Regional hyperthermia combined with radiotherapy for esophageal squamous cell carcinoma with supraclavicular lymph node metastasis
2017
// Sheng Liming 1, 2 , Ji Yongling 1, 2 , Wu Qiner 3 , Du Xianghui 1, 2 1 Department of Radiotherapy, Zhejiang Cancer Hospital, Hangzhou, Zhejiang, China 2 Key Laboratory Diagnosis and Treatment Technology on Thoracic Oncology, Zhejiang, China 3 Department of Hyperthermia, Zhejiang Cancer Hospital, Hangzhou, Zhejiang, China Correspondence to: Du Xianghui, email: drduxianghui@gmail.com Keywords: esophageal cancer, regional hyperthermia, radiotherapy, prognosis Received: June 15, 2016 Accepted: November 24, 2016 Published: December 24, 2016 ABSTRACT To assess the efficacy and toxicity of Intensity-modulated radiotherapy (IMRT) and hyperthermia for upper and middle thoracic esophageal squamous cell carcinoma (UMT-ESCC) with supraclavicular lymph node metastasis. A total of 50 patients with UMT-ESCC with supraclavicular lymph node metastasis were evaluated in this retrospective study.
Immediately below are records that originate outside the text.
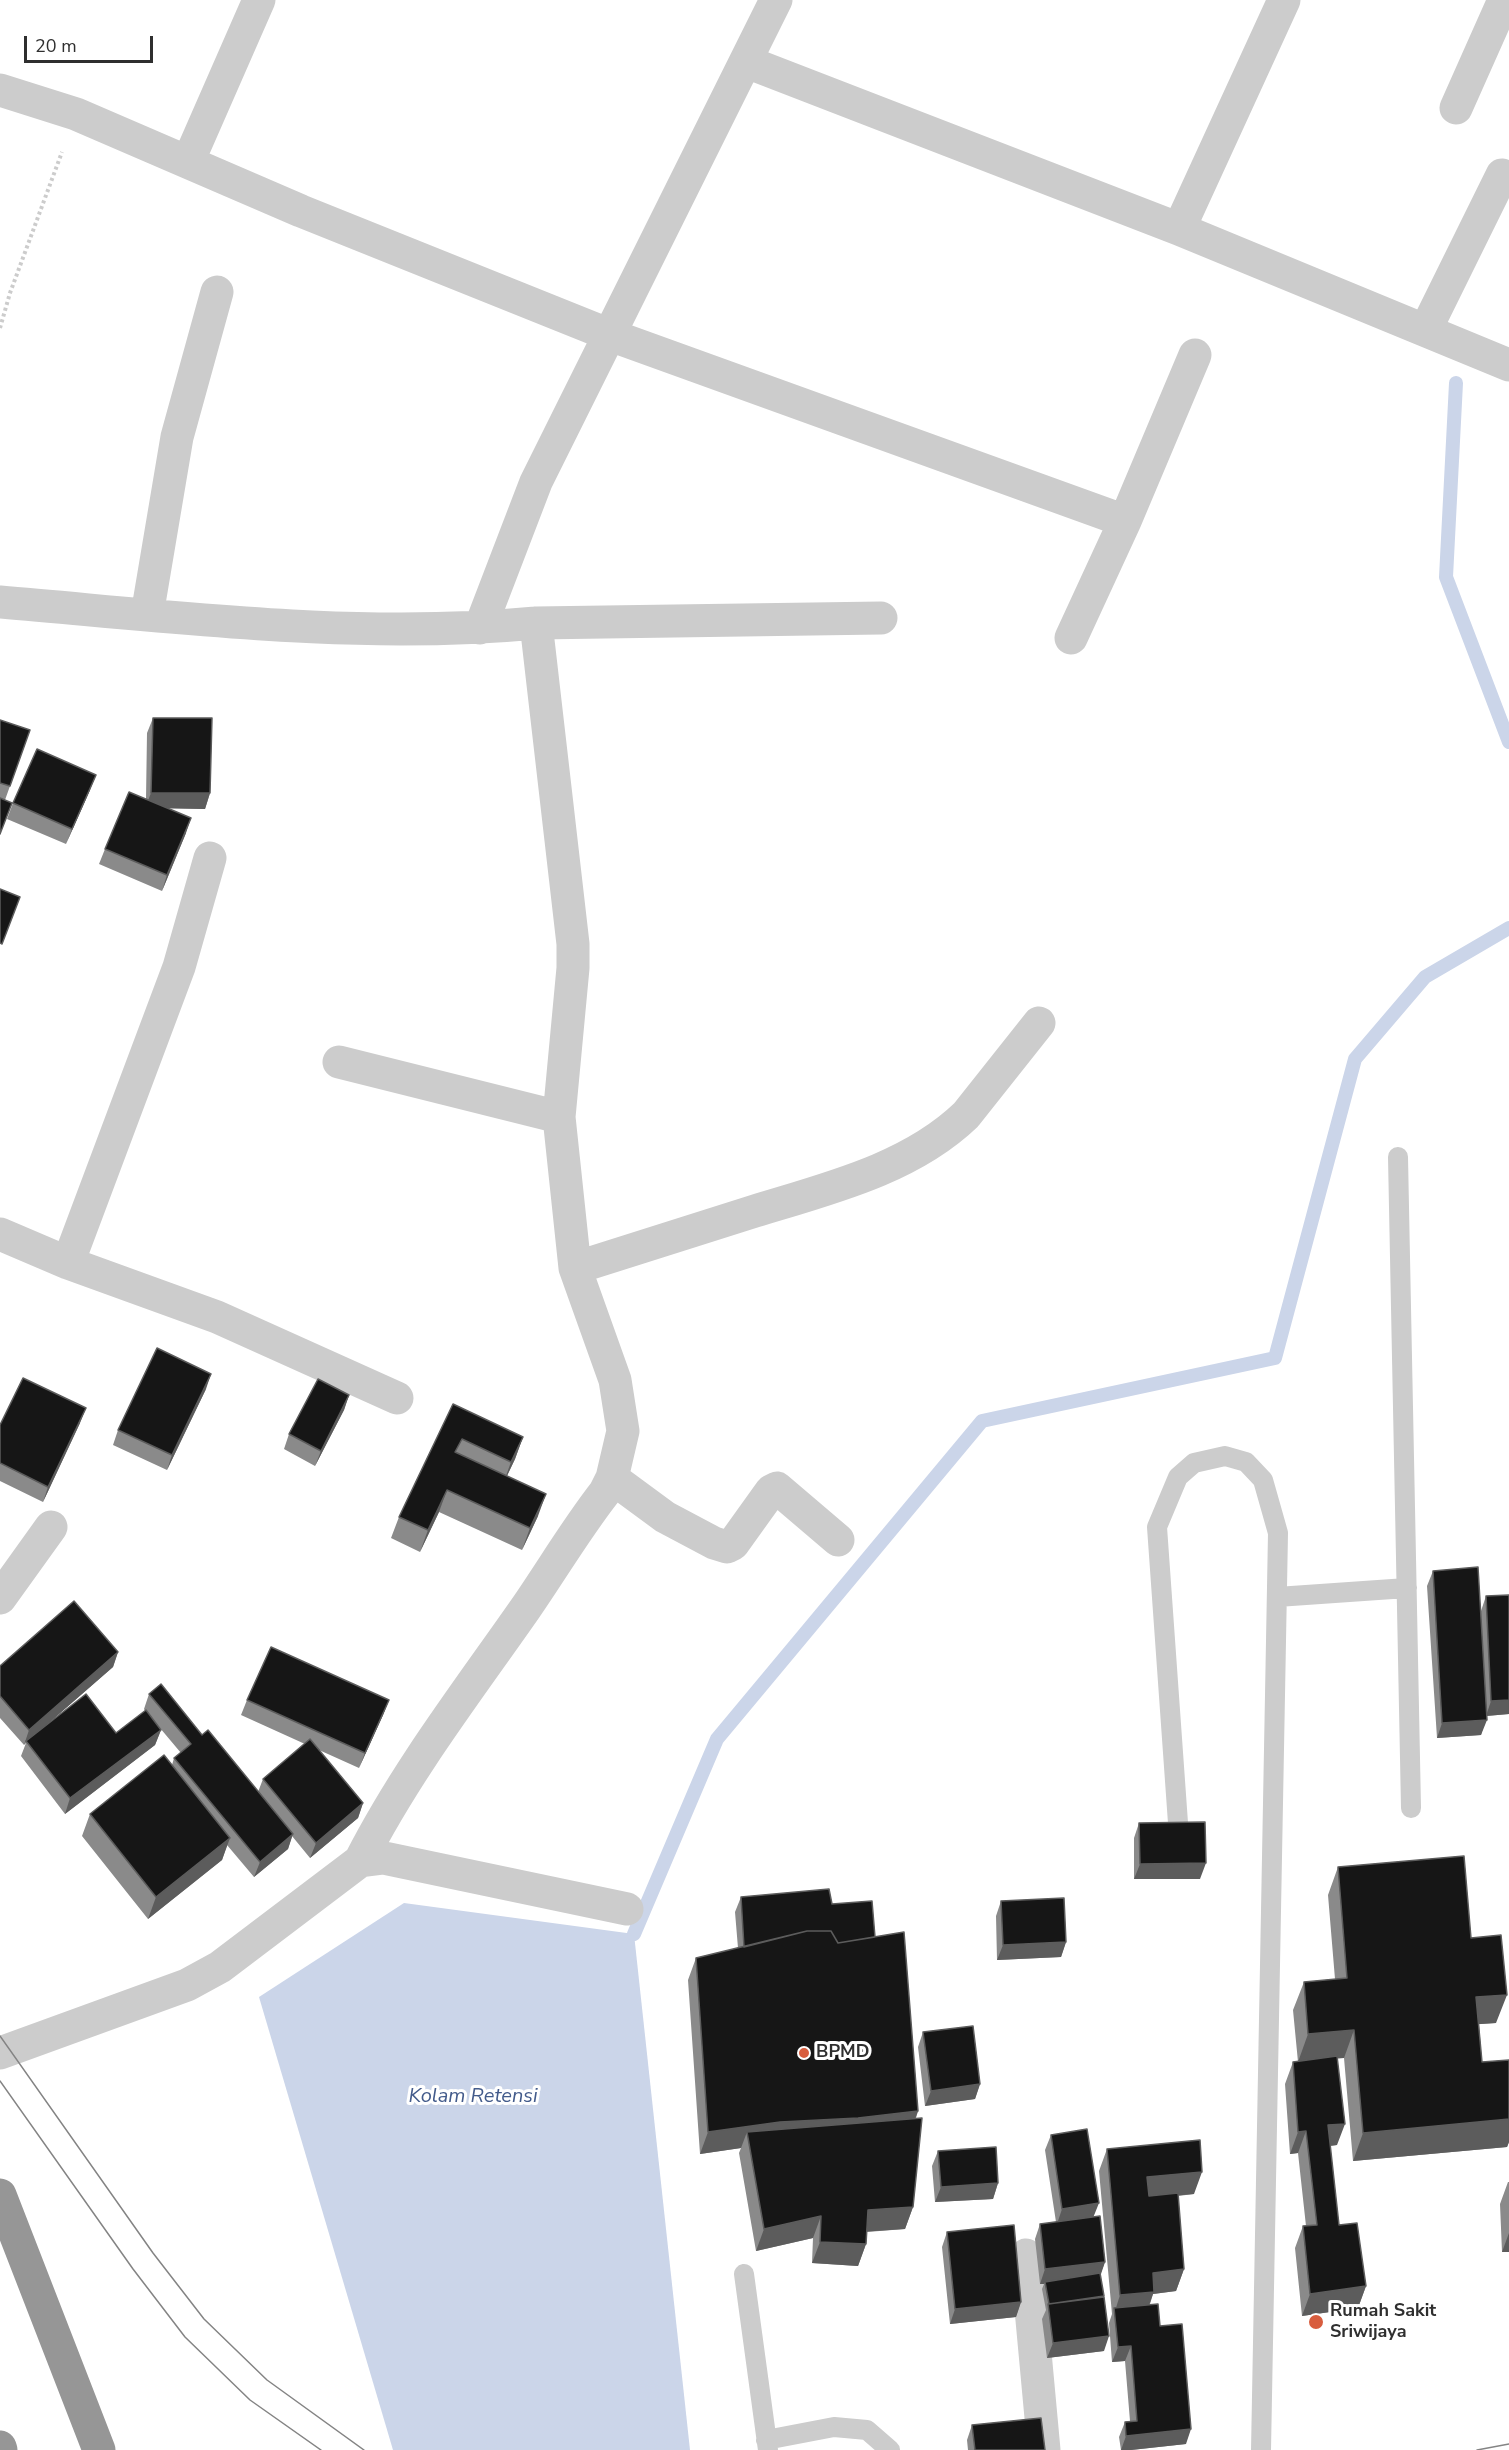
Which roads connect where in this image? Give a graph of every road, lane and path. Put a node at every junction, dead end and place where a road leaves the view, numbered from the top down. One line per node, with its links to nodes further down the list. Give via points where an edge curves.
1 (259, 0): 10 (street)
2 (776, 0): 6 (street)
3 (1284, 0): 12 (street)
4 (1503, 0): 5 (street); 8 (street)
5 (1509, 3)
6 (747, 62): 12 (street); 16 (street)
7 (0, 90): 9 (street)
8 (1456, 108)
9 (76, 114): 10 (street); 14 (path)
10 (188, 162): 16 (street)
11 (1502, 175): 15 (street)
12 (1179, 229): 15 (street)
13 (217, 292): 21 (street, via 177,437)
14 (0, 328)
15 (1426, 329): 18 (street)
16 (610, 335): 19 (street); 24 (street, via 536,482)
17 (1195, 355): 19 (street)
18 (1509, 364)
19 (1125, 521): 25 (street)
20 (0, 602): 21 (street)
21 (147, 615): 24 (street, via 322,628)
22 (881, 618): 23 (street)
23 (536, 623): 24 (street); 29 (street, via 573,944)
24 (480, 628)
25 (1071, 638)
26 (210, 858): 32 (street, via 179,967)
27 (1039, 1023): 33 (street, via 955,1126 899,1161 838,1185)
28 (339, 1062): 29 (street)
29 (559, 1117): 33 (street)
30 (1398, 1157): 38 (lane)
31 (0, 1234): 32 (street)
32 (68, 1263): 34 (street, via 217,1317)
33 (575, 1268): 35 (street, via 615,1380 623,1431)
34 (397, 1398)
35 (612, 1478): 37 (street, via 665,1517 720,1546 733,1544 777,1488); 43 (street, via 441,1726)
36 (51, 1527): 40 (street)
37 (837, 1540)
38 (1407, 1588): 39 (lane); 41 (lane)
39 (1277, 1597): 42 (lane, via 1278,1533 1263,1480 1246,1462 1225,1456 1194,1463 1178,1477 1157,1527); 53 (lane)
40 (0, 1598)
41 (1411, 1808)
42 (1178, 1823)
43 (360, 1861): 44 (street, via 384,1858); 45 (street, via 220,1967 187,1985)
44 (627, 1909)
45 (0, 2053)
46 (0, 2195): 50 (highway)
47 (1026, 2255): 52 (street)
48 (744, 2274): 49 (lane)
49 (767, 2445): 51 (lane, via 834,2427 867,2430)
50 (99, 2450)
51 (890, 2450)
52 (1044, 2450)
53 (1261, 2450)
All patients received IMRT. Hyperthermia was delivered simultaneously with irradiation, in 45 minutes twice a week for 5-6 weeks. Hyperthermia included supraclavicular lymph node metastasis. Forty-four patients (88.0%) received concurrent chemoradiotherapy based on cisplatin regimens. The most common types of hematological toxicities were anemia (62.0%) and leukopenia (60.0%). Most of these events were grade 1-2 and transient. The 3-year progression-free survival (PFS) rate and overall survival (OS) rate were 34.9% and 42.5%, respectively. Cox regression revealed that tumor length and number of supraclavicular lymph node metastasis were two independent predictors of OS (tumor length: HR=3.65, p=0.008; nodal stage: HR=8.07, p=0.019). The IMRT combined with supraclavicular regional hyperthermia has low toxicity and well tolerated with excellent local control in UMT-ESCC with supraclavicular lymph node metastasis.